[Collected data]
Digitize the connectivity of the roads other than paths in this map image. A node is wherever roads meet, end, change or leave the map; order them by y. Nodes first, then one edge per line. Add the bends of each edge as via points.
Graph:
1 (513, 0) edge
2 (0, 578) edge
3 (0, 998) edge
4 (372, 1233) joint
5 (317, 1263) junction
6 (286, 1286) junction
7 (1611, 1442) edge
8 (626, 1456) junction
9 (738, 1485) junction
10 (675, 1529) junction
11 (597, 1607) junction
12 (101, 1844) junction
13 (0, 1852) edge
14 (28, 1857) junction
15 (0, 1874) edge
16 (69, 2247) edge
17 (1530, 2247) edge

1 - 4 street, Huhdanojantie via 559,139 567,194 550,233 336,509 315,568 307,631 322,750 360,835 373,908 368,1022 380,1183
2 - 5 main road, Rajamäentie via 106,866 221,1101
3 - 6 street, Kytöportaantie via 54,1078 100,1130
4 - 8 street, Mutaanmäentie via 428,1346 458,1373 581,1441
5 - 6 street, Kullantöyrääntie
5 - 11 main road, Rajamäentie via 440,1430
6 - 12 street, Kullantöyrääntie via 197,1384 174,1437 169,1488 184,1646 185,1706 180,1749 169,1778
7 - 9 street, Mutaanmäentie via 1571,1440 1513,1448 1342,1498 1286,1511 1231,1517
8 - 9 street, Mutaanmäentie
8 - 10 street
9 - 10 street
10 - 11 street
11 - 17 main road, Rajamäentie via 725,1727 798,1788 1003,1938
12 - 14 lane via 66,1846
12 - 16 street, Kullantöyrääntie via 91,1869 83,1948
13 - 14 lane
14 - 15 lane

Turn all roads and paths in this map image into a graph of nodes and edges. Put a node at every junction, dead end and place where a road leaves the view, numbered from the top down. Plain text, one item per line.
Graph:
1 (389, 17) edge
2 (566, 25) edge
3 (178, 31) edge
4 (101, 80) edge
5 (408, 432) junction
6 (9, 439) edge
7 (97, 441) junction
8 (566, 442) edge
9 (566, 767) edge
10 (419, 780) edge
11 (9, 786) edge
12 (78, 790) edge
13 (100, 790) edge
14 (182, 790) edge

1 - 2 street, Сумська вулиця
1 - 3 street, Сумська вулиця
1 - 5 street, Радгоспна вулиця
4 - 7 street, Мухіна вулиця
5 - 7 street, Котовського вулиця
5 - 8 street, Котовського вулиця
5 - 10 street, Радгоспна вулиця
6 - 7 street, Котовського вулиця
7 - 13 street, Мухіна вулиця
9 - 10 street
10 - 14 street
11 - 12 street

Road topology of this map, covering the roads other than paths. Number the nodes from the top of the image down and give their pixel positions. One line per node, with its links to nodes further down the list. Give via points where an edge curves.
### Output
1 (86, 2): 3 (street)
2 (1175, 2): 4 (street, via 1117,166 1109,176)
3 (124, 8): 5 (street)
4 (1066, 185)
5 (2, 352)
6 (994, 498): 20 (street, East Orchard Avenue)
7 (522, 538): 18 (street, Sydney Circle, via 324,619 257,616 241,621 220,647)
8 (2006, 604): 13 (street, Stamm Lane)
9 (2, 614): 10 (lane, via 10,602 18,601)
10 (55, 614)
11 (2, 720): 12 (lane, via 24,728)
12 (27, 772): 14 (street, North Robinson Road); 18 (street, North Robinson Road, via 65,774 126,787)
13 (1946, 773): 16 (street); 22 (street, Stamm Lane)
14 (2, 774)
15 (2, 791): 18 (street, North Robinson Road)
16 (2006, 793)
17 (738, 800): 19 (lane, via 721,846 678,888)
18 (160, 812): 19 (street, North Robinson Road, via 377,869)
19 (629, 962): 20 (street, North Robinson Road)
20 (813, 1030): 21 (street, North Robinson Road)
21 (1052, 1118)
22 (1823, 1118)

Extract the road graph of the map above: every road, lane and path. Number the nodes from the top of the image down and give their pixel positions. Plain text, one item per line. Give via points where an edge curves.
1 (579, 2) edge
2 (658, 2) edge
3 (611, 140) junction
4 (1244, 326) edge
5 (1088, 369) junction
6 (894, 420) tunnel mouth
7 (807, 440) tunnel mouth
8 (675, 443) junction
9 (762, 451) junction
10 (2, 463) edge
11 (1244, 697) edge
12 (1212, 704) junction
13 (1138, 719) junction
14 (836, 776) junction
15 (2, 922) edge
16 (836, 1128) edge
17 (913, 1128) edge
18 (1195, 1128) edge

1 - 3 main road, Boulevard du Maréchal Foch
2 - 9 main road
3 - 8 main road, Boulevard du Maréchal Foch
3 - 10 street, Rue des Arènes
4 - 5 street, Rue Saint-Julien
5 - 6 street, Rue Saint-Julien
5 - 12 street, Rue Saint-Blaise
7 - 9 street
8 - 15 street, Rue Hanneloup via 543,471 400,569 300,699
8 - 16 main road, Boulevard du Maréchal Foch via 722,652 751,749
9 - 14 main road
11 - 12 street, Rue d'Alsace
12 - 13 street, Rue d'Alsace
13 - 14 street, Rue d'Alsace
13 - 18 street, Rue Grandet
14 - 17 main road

**ABOUT THIS TASK**
Filter on the word "than": copy each matching line from the entries above.

**EXERCISE ANSWER**
Digitize the connectivity of the roads other than paths in this map image. A node is wherever roads meet, end, change or leave the map; order them by y. Nodes first, then one edge per line. Add the bends of each edge as via points.
Road topology of this map, covering the roads other than paths. Number the nodes from the top of the image down and give their pixel positions. One line per node, with its links to nodes further down the list. Give via points where an edge curves.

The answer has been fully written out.